22 September 2018

Grammar blowup: some causes and solutions

Update 2018-12-14: added section V & this post adapted into a presentation

I. The problem
II. Reducing the amount of concrete categories
III. Reducing the size of concrete categories
IV. Trading size for amount: a case study in Basque
V. Quick fix for testing an oversized grammar

I. The problem

Some GF grammars take a long time to compile and parse (and to generate test cases when using gftest). The reasons for this can be many and complicated, but we can identify two concrete reasons:

The amount of concrete categories and concrete functions that the grammar compiles into. For instance, Bantu languages have up to 20 noun classes^{[citation needed]}: these all compile into different concrete categories. (If you like staring at PGF files, look for range in here.)
The size of concrete categories. For instance, Finnish nouns have 14 cases and 2 numbers. There’s just one concrete category, but they have 28 strings in them. (Again for those comfortable with PGF, look for labels in here.)

Both of these things can make a grammar blow up, and reducing either can make it decent again. Especially the amount of concrete categories can be very sneaky; you wouldn’t expect that adding just a tiny Boolean to some insignificant category would cause a blowup, but it just might. Did you ever wonder why French is so much slower than Spanish, even though they use the same functor? It’s because French participles agree in gender and number¹, and Spanish don’t—a difference of two 2-valued parameters cause a major difference in compile time.

Here’s another anecdote: back in 2011 or so, I tried to add a 2-valued vowel harmony parameter to a few categories in Finnish, and the grammar just stopped compiling. Later, Aarne reduced the size of nouns and verbs, by replacing the inflection tables of nouns and verbs with just the minimum number of different stems (the method known as glu &+ ing morph &+ eme &+ s).
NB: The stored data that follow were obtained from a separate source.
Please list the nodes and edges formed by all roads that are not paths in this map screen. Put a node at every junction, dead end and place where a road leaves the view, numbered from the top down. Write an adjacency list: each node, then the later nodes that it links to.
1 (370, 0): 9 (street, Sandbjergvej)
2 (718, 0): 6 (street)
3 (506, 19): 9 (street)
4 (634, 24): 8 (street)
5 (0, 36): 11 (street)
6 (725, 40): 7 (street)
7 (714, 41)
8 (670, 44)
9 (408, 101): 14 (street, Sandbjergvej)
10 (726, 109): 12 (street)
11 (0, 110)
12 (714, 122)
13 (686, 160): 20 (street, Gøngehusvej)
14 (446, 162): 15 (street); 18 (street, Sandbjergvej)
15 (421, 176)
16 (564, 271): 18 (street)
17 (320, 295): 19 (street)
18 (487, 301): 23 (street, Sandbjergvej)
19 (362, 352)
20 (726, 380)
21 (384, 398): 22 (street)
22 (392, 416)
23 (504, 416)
That sped up the grammar a lot, with vowel harmony and all!

So, a problem that comes from adding one parameter can be solved by shaving off from somewhere else, either by getting rid of some other parameter, or making the inflection tables smaller (in the changed category, or elsewhere). You can get some ideas of the numbers when you compile your GF grammar with the setting -v=3². The bad news is that a lot of categories are deeply interconnected, so you really might have no clue where to start. The good news is that if you just start from where it seems feasible, it’s often actually helpful.

Before we get started, here’s a disclaimer. These hacks can make the grammar less readable and harder to debug. If you don’t have a performance problem, and you suspect you won’t have one in the future, you don’t need to think about these all that much.
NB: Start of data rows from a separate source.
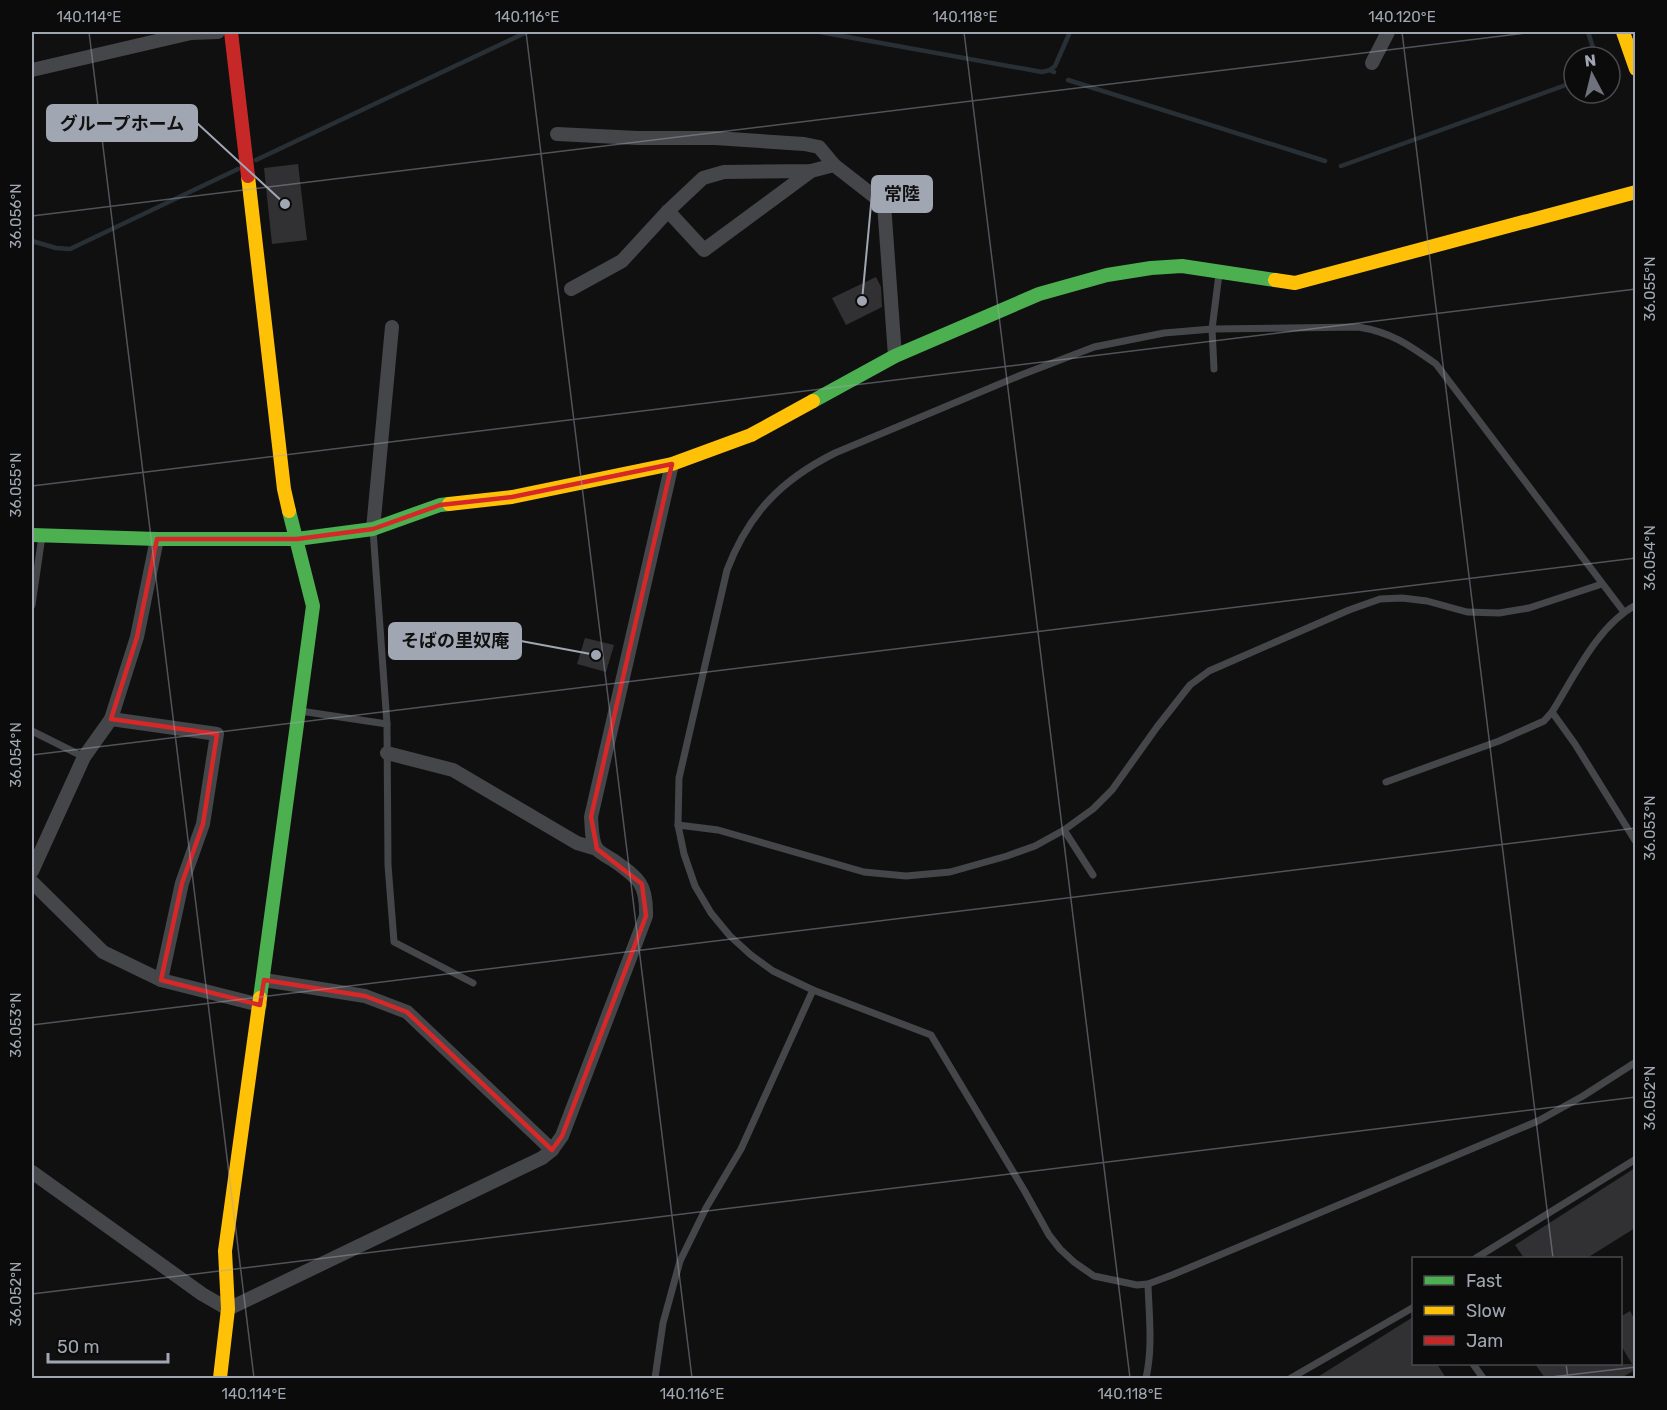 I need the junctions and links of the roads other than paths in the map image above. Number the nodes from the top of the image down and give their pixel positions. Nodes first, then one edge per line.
1 (218, 32) edge
2 (231, 32) edge
3 (1388, 32) edge
4 (1623, 32) edge
5 (154, 36) edge
6 (1372, 63) dead end
7 (1635, 69) edge
8 (32, 70) edge
9 (557, 134) dead end
10 (834, 165) junction
11 (811, 171) junction
12 (1635, 192) edge
13 (668, 212) junction
14 (1219, 272) junction
15 (572, 289) dead end
16 (392, 327) dead end
17 (1212, 329) junction
18 (895, 356) junction
19 (1214, 369) dead end
20 (672, 464) junction
21 (373, 529) junction
22 (37, 535) edge
23 (157, 539) junction
24 (297, 539) junction
25 (1602, 584) junction
26 (32, 605) edge
27 (1635, 605) edge
28 (1624, 612) junction
29 (300, 711) junction
30 (1552, 712) junction
31 (111, 719) junction
32 (387, 724) junction
33 (32, 732) edge
34 (387, 753) junction
35 (84, 757) junction
36 (1386, 782) dead end
37 (678, 825) junction
38 (1064, 830) junction
39 (1635, 842) edge
40 (597, 849) junction
41 (32, 871) edge
42 (1093, 875) dead end
43 (32, 882) edge
44 (161, 980) junction
45 (264, 980) junction
46 (473, 983) dead end
47 (813, 990) junction
48 (260, 1005) junction
49 (1635, 1062) edge
50 (552, 1150) junction
51 (1635, 1159) edge
52 (32, 1172) edge
53 (1478, 1257) edge
54 (1148, 1284) junction
55 (1412, 1308) edge
56 (228, 1309) junction
57 (1474, 1365) edge
58 (220, 1378) edge
59 (655, 1378) edge
60 (1146, 1378) edge
61 (1291, 1378) edge
62 (1483, 1378) edge

1 - 5 street
2 - 24 street
3 - 6 street
4 - 7 street
5 - 8 street
9 - 10 street
10 - 11 street
10 - 18 street
11 - 13 street
11 - 13 street
12 - 14 street
13 - 15 street
14 - 17 lane
14 - 18 street
16 - 21 street
17 - 19 lane
17 - 25 lane
17 - 37 lane
18 - 20 street
20 - 21 street
20 - 40 street
21 - 24 street
21 - 32 lane
22 - 23 street
22 - 26 lane
23 - 24 street
23 - 31 street
24 - 29 street
25 - 28 lane
25 - 38 lane
27 - 28 lane
28 - 30 lane
29 - 32 lane
29 - 45 street
30 - 36 lane
30 - 39 lane
31 - 35 street
31 - 44 street
32 - 34 lane
33 - 35 lane
34 - 40 street
34 - 46 lane
35 - 41 street
37 - 38 lane
37 - 47 lane
38 - 42 lane
40 - 50 street
43 - 44 street
44 - 48 street
45 - 48 street
45 - 50 street
47 - 54 lane
47 - 59 lane
48 - 56 street
49 - 54 lane
50 - 56 street
51 - 53 lane
52 - 56 street
54 - 60 lane
55 - 61 lane
56 - 58 street
57 - 62 lane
II. Reducing the amount of concrete categories

In order to reduce the amount of concrete categories, you need to reduce the amount of inherent parameters. Here’s a couple of cases, with inspiration from real life, but simplified for the sake of example.

Word order

If you’re thinking of adding a parameter about word order (pre or post), often you can do without a parameter, and just create two fields in your record type instead.

Think of any major Romance language: some adjectives, like good come before the noun (buena pizza ‘good pizza’), but most adjectives come after (pizza vegana ‘vegan pizza’).

This is how you do it with a parameter:

lincat
  Adj = { s : Str ; isPre : Bool } ;
  CN  = { s : Str } ;

lin
  AdjCN adj cn = {
    s = case adj.isPre of {
          True  => adj.s ++ cn.s ;
          False => cn.s ++ adj.s }
    } ;

  Good  = { s = "buena"  ; isPre = True } ;
  Vegan = { s = "vegana" ; isPre = False } ;

And this is how you do it without a parameter.

lincat
  Adj = { sPre : Str ; sPost : Str } ;
  CN  = { s : Str } ;

lin
  AdjCN adj cn = { s = adj.sPre ++ cn.s ++ adj.sPost } ;

  Good  = { sPre = "buena" ; sPost = "" } ;
  Vegan = { sPre = ""      ; sPost = "vegana" } ;

linref
  Adj = \adj -> adj.sPre ++ adj.sPost ;

The latter solution looks uglier, and needs a linref to make any sense in the GF shell. (Alternatively, you could have a field called s, which is just a copy of the non-empty member of sPre/sPost.)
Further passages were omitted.